Home > Popular Books > The Ashes & the Star-Cursed King: Book 2 of the Nightborn Duet (Crowns of Nyaxia, 2)(36)

The Ashes & the Star-Cursed King: Book 2 of the Nightborn Duet (Crowns of Nyaxia, 2)(36)

Author:Carissa Broadbent

Raihn stepped back, leaning against the wall, as if to give me space alone with it. “You can pick it up,” he said—oddly gently. “Just be careful. Hurts like a bitch if you touch the hilt too long.”

I unsheathed the sword and lay it over the desk. It was light, a slender and elegant rapier. The blade was bright red, swirls and sigils carved into its length that matched those on my own. The hilt was made of Nightsteel, forming delicate spirals around the handguard, which resembled the bones of Hiaj wings.

I stared at it for a long time, not trusting myself to speak. A slow-rising tide of grief and anger swelled inside me.

Raihn had been keeping this sword. My father’s most prized possession, now owned by the man who had killed him.

“Why are you showing me this?”

Surely he couldn’t think it was some kind of sentimental peace offering.

“Could you wield it?”

I blinked in surprise and turned to Raihn. I briefly questioned if I’d heard him right.

“No,” I said. “No one can wield it but him.”

“But no one could use the mirror but him, either. And you used that.”

“That’s different. This is…”

His.

Vincent had warned me many times against even touching the weapon. For all the obvious reasons one would warn a child against such a thing, in the beginning, but later because he made it very clear it would be dangerous for me to even hold it. The weapon could only be wielded by him, and what was painful to vampires could very well be deadly to me.

“Why?” I asked pointedly. “Is this another thing you want me to do for Septimus?”

The shadow of anger that passed over Raihn’s face was fleeting, but powerful. “No.”

“Then why would you hand me a weapon like this and want me to use it?”

After I’d acted against him. After he had made it so clear the role I was intended to play.

Handing me this weapon—hell, even letting me know that it still existed—was a downright stupid move.

He said simply, “Because you’re right.”

I’d told myself so many times that I’d never let Raihn surprise me again. And yet, here we were.
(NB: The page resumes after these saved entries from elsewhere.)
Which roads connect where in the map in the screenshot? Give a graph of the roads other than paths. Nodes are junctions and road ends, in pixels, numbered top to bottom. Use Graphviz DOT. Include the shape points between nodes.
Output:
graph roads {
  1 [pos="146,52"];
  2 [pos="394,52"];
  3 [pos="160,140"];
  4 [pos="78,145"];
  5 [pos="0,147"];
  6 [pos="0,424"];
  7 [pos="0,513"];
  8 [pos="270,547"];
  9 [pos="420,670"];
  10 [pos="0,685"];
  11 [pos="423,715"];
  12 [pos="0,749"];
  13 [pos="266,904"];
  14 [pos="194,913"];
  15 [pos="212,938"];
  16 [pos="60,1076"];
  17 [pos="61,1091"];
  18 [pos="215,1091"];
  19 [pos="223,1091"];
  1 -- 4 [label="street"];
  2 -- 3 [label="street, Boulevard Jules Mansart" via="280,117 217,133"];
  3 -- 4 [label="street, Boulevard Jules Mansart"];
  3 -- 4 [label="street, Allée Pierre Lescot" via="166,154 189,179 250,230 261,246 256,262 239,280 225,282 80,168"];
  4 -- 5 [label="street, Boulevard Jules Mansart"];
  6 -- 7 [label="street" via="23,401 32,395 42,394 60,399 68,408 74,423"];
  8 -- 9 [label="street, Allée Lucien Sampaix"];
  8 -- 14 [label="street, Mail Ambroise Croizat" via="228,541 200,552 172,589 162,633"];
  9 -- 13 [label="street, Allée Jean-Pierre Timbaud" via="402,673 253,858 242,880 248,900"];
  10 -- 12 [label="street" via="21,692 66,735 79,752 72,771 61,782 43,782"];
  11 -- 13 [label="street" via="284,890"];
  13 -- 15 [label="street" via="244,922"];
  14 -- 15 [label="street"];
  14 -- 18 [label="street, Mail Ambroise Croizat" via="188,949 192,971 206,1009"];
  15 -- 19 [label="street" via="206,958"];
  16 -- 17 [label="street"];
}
“Because the things you said in Vincent’s office that night—they’re true,” he said. “There is no excuse for what I have allowed the Bloodborn to do to this kingdom. Septimus is preying on both of us. I allowed myself to be manipulated into an alliance that I didn’t want, into a deal I can’t get out of, and now here we fucking are.”

He paced closer, step by step, and I didn’t move away. I glanced to the floor, uncomfortable, when he spoke of being forced into his alliance, but I still saw his face, anyway—that moment when Angelika had been ready to kill me, and I’d watched Raihn look up into the stands and nod.

Another paradox I couldn’t reconcile. Raihn had murdered my father and taken my kingdom and imprisoned me, but he had done it all to save my life.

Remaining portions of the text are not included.